Caution and good timing have helped City Asset Management’s (CAM) managed portfolio service (MPS) win the income war for clients in 2018. But US equity markets’ ‘collision course’ with the quantitative cycle is causing concern for the asset manager.
The London-based firm aims for ‘real’ inflation-beating returns, and its four MPS offerings each have their own target. ‘Real2’ aims to outperform the consumer prices index (CPI) plus 2% per year, while ‘Real3’ aims to outperform CPI plus 3%. ‘Real4’ and ‘Real5’ aim to beat CPI with 4% and 5% returns respectively.
CAM’s investment management team is seven strong, with a small financial planning team of two. Senior portfolio specialist Philip Bagshaw (pictured) describes 2018 as ‘one of the most stable’ years in recent history. He says CAM has taken a long-term view of risk and asset allocation, using several rules of thumb it has adapted.

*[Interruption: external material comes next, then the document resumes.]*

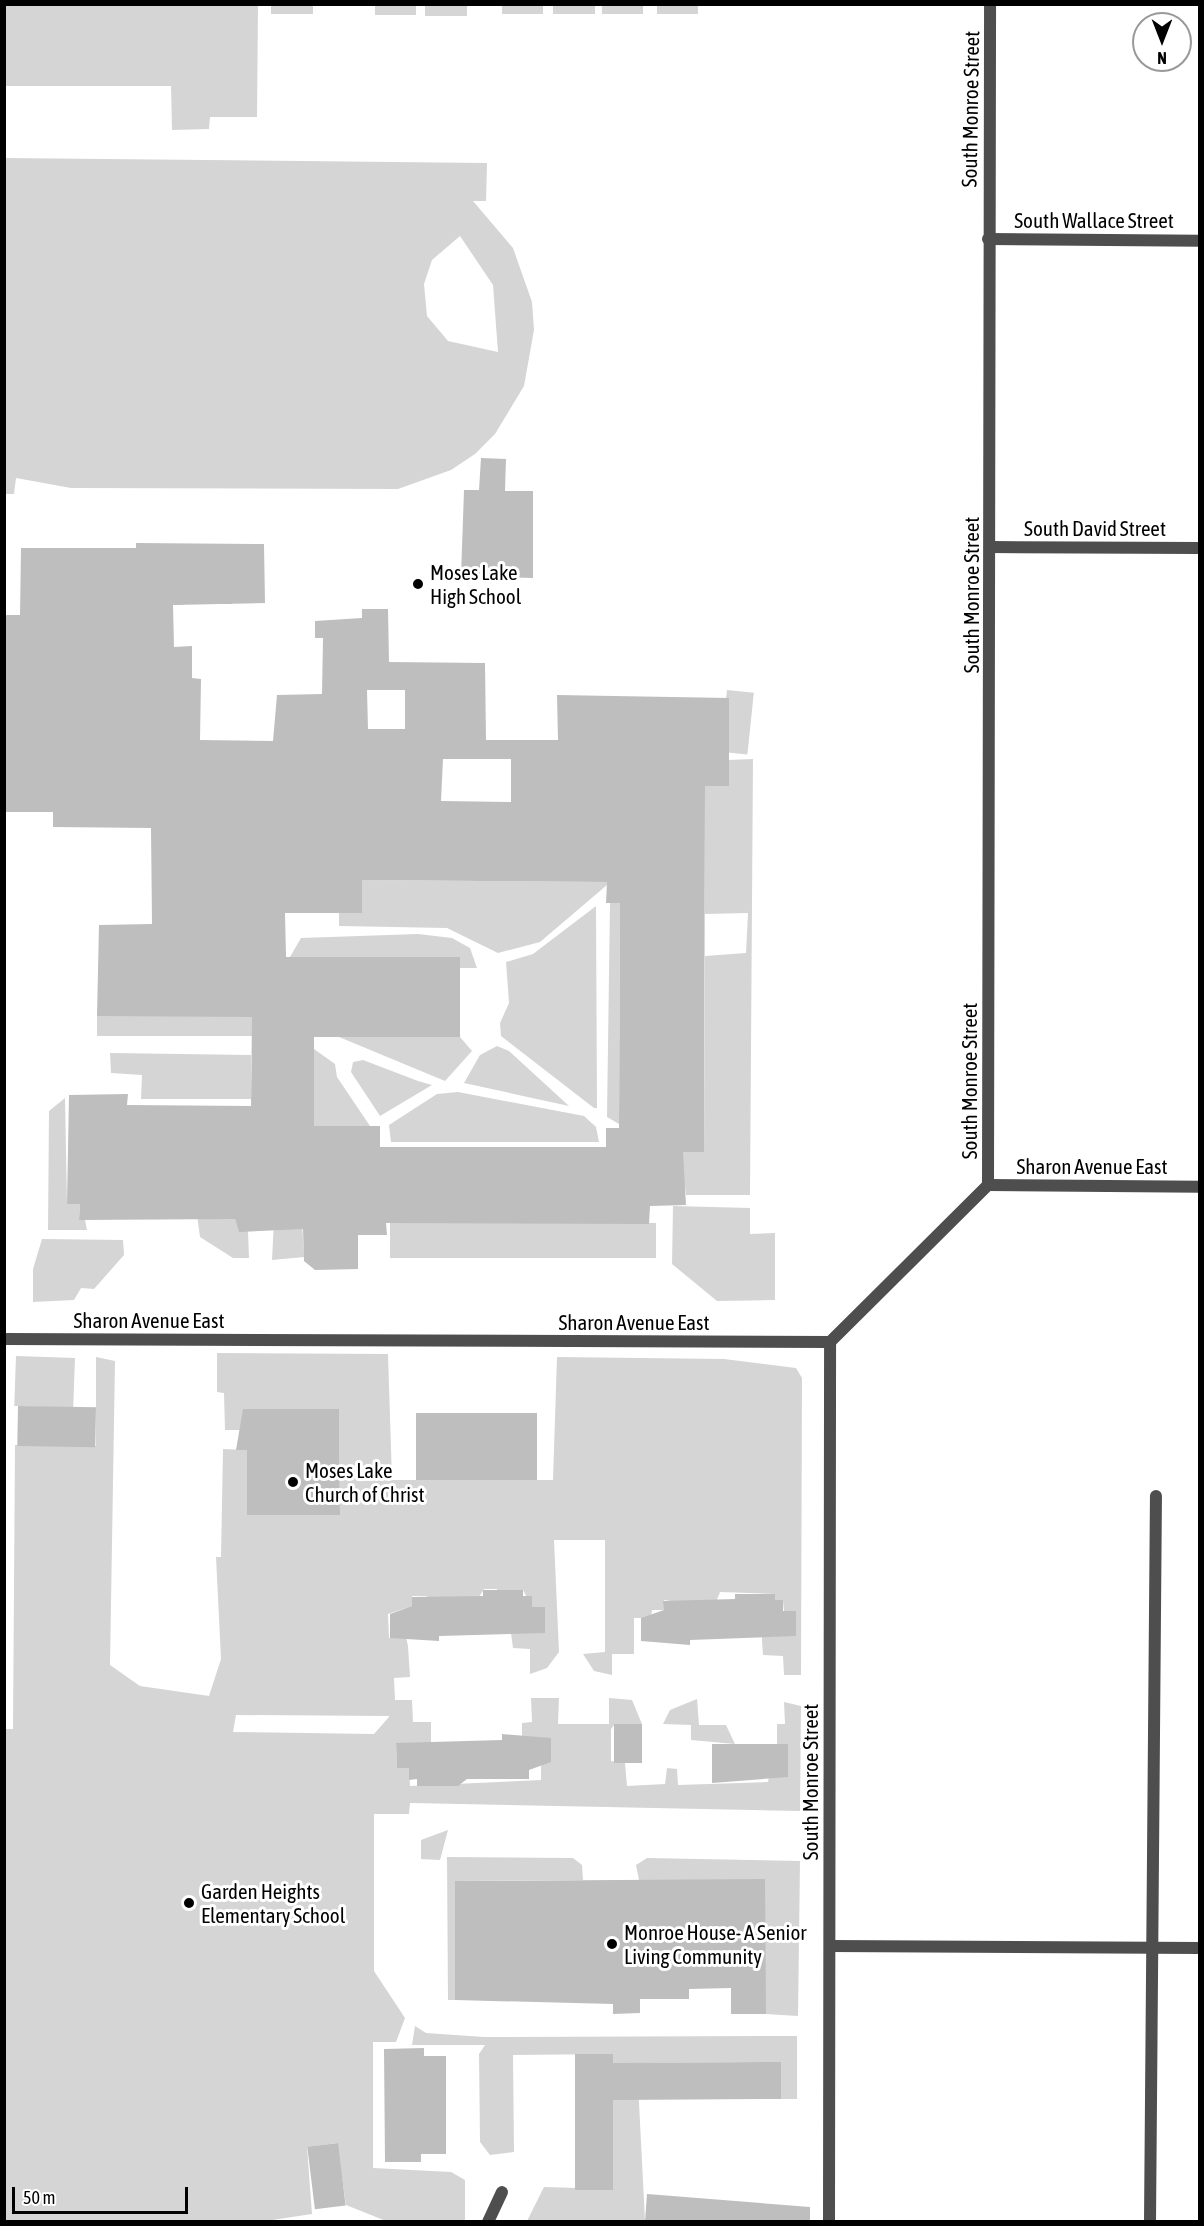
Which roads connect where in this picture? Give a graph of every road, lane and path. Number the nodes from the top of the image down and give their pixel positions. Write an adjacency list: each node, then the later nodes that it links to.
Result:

‘To reach CPI plus 2% growth portfolios you need around a third of equity volatility, CPI plus 3% you need around 50% equity volatility, CPI plus 4% requires around two-thirds equity volatility, and CPI plus 5% it’s around 80% equity volatility,’ says Bagshaw.
However, he says asset prices are currently ‘quite expensive’ and the firm has been taking slightly less risk than those rules normally permit.
CAM had believed central bank liquidity would turn negative in 2018, which fuelled a more cautious approach through the middle of this year. However, it remains underweight fixed income. ‘We tend to have more in alternatives,’ Bagshaw says (see ‘medium risk’ portfolio Real3 asset allocation, above).
Bagshaw says a call CAM made in 2018 that did not pay off is its US equity value holdings, notably the Aviva US Equity Income fund.
‘Part of the reason we held it is we have held it alongside half the exposure that is in a US tracker, and it’s partly to balance out some of the narrow leadership we’re seeing,’ he says.
‘Some parts of the US market that have really driven the overall indices became quite expensive, so we wanted to balance that out with some value exposure.
‘We were thinking growth can’t outperform value forever but that’s not proven to be the case so far. Growth has just powered on, and that’s something that’s worried us in terms of the health of the overall market.’
Bagshaw believes the US equity market is on a collision course with the quantitative cycle. ‘We’ve been envisioning this collision course between the equity market going up and the quantitative ties, namely the increasing of interest rates. At some point we just thought something had to give,’ he says.
‘Our concern is that even though the economy isn’t going into recession, when you start to see a pricing of assets from a different interest rate environment and a different quantitative tightening environment, then that becomes vulnerable.’
Recent changes to the MPS proposition include CAM’s 30 September rebalance, which increased exposure to structured products in the form of the Fortem Progressive Growth fund, which launched in November 2017.
The firm took down some of its long-only exposure and sold an equity fund to pay for that move, which proved fortuitous days later when the markets started to sell off.
Looking forwards, Bagshaw envisages ‘big moves’ between asset classes in 2019, which CAM will need to position for. He does not think we are heading ‘backwards’ to 2017, when the market kept going up.
‘There’s definitely a part of my mind that says the US isn’t going to be making higher highs,’ he says. ‘It’s fair to say we don’t envisage things being easy in 2019 going into 2020.’